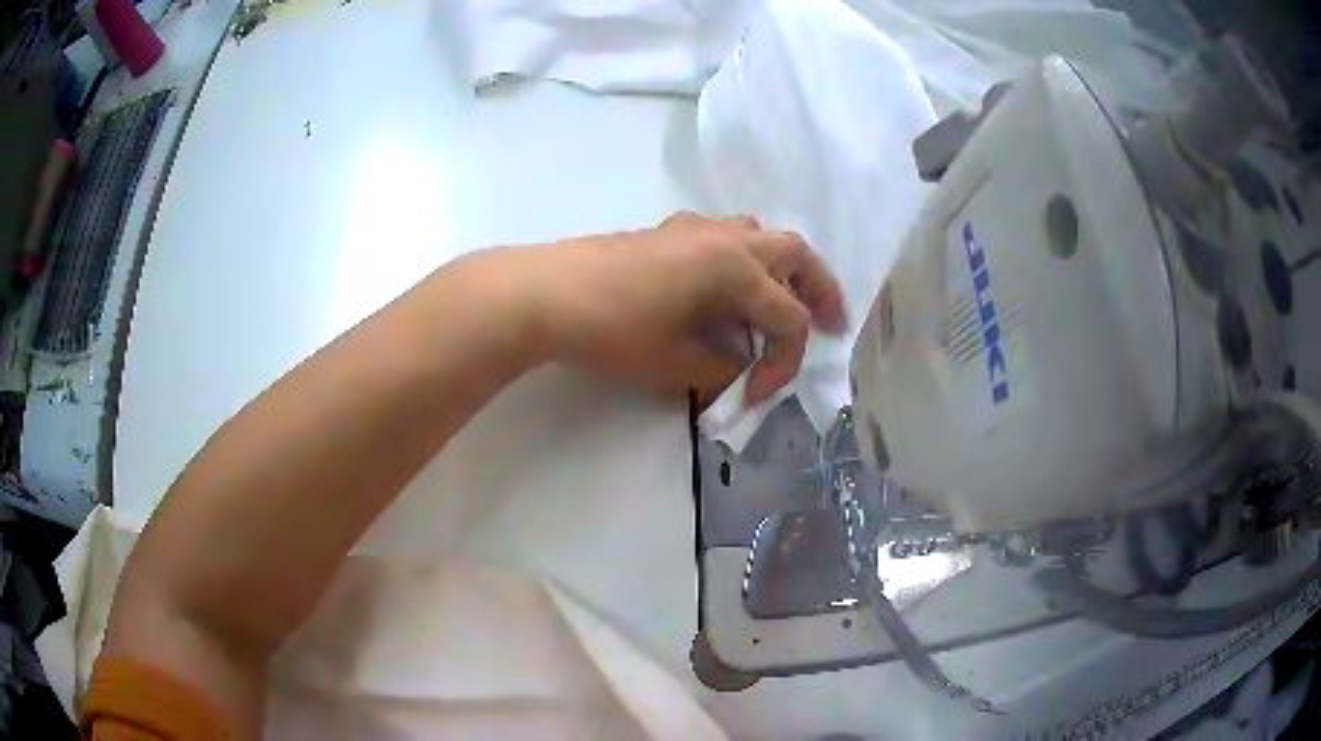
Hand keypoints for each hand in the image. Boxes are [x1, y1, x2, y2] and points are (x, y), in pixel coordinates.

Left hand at [524, 212, 846, 403]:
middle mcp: (725, 238)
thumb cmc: (614, 329)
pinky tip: (727, 288)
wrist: (546, 293)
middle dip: (819, 290)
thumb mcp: (678, 362)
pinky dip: (745, 261)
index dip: (783, 363)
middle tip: (831, 321)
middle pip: (794, 254)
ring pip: (760, 236)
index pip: (786, 318)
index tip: (759, 396)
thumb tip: (739, 361)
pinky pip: (725, 238)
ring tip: (783, 302)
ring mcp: (695, 228)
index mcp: (736, 267)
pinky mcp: (669, 231)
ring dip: (782, 269)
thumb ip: (723, 364)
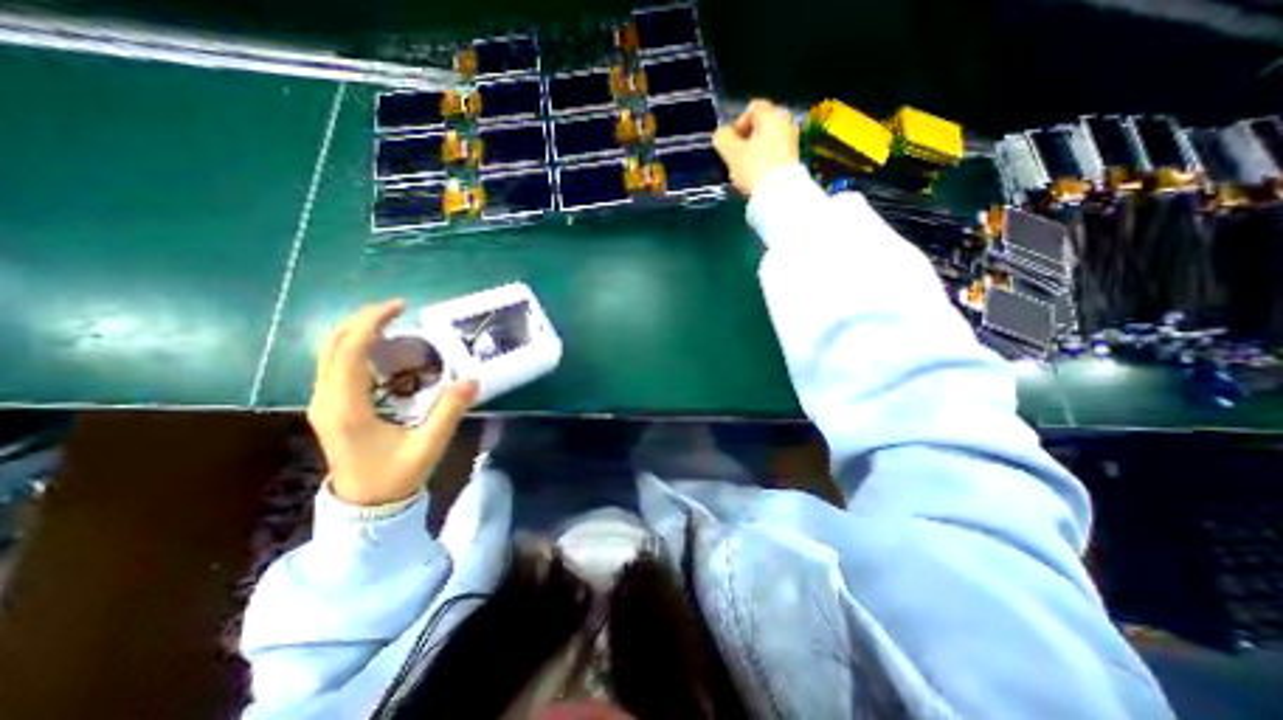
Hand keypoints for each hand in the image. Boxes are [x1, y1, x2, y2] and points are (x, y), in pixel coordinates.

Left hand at [308, 298, 477, 507]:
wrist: (365, 506)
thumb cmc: (396, 476)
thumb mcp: (429, 446)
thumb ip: (449, 411)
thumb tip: (472, 379)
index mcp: (347, 409)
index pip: (348, 353)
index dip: (371, 324)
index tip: (400, 307)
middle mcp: (327, 400)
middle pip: (332, 346)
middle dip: (362, 320)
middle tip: (398, 309)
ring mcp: (324, 403)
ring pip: (329, 353)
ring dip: (358, 331)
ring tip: (393, 323)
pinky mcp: (330, 406)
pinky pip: (335, 365)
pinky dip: (355, 346)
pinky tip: (383, 349)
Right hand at [712, 97, 797, 196]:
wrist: (780, 195)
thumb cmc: (754, 168)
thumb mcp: (732, 153)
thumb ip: (723, 138)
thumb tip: (721, 134)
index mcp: (772, 115)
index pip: (751, 109)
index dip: (737, 124)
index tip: (731, 144)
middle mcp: (786, 123)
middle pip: (761, 126)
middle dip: (746, 140)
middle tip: (736, 157)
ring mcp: (792, 141)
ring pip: (767, 141)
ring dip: (754, 152)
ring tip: (745, 169)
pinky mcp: (793, 159)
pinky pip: (774, 153)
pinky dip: (764, 160)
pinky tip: (757, 176)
◇ ◇ ◇ ◇
PROBLEM TO WORK ON:
Exact copies of the lines from the one holding "thumb ip: (723, 138)" to the end of the entries are all that should be written.

SOLUTION BELOW:
thumb ip: (723, 138)
thumb tip: (721, 134)
index mcp: (772, 115)
index pip: (751, 109)
index dip: (737, 124)
index tip: (731, 144)
middle mcp: (786, 123)
middle pip: (761, 126)
middle dip: (746, 140)
middle tip: (736, 157)
ring mcp: (792, 141)
ring pip: (767, 141)
ring dip: (754, 152)
ring tip: (745, 169)
pinky mcp: (793, 159)
pinky pip: (774, 153)
pinky dip: (764, 160)
pinky tip: (757, 176)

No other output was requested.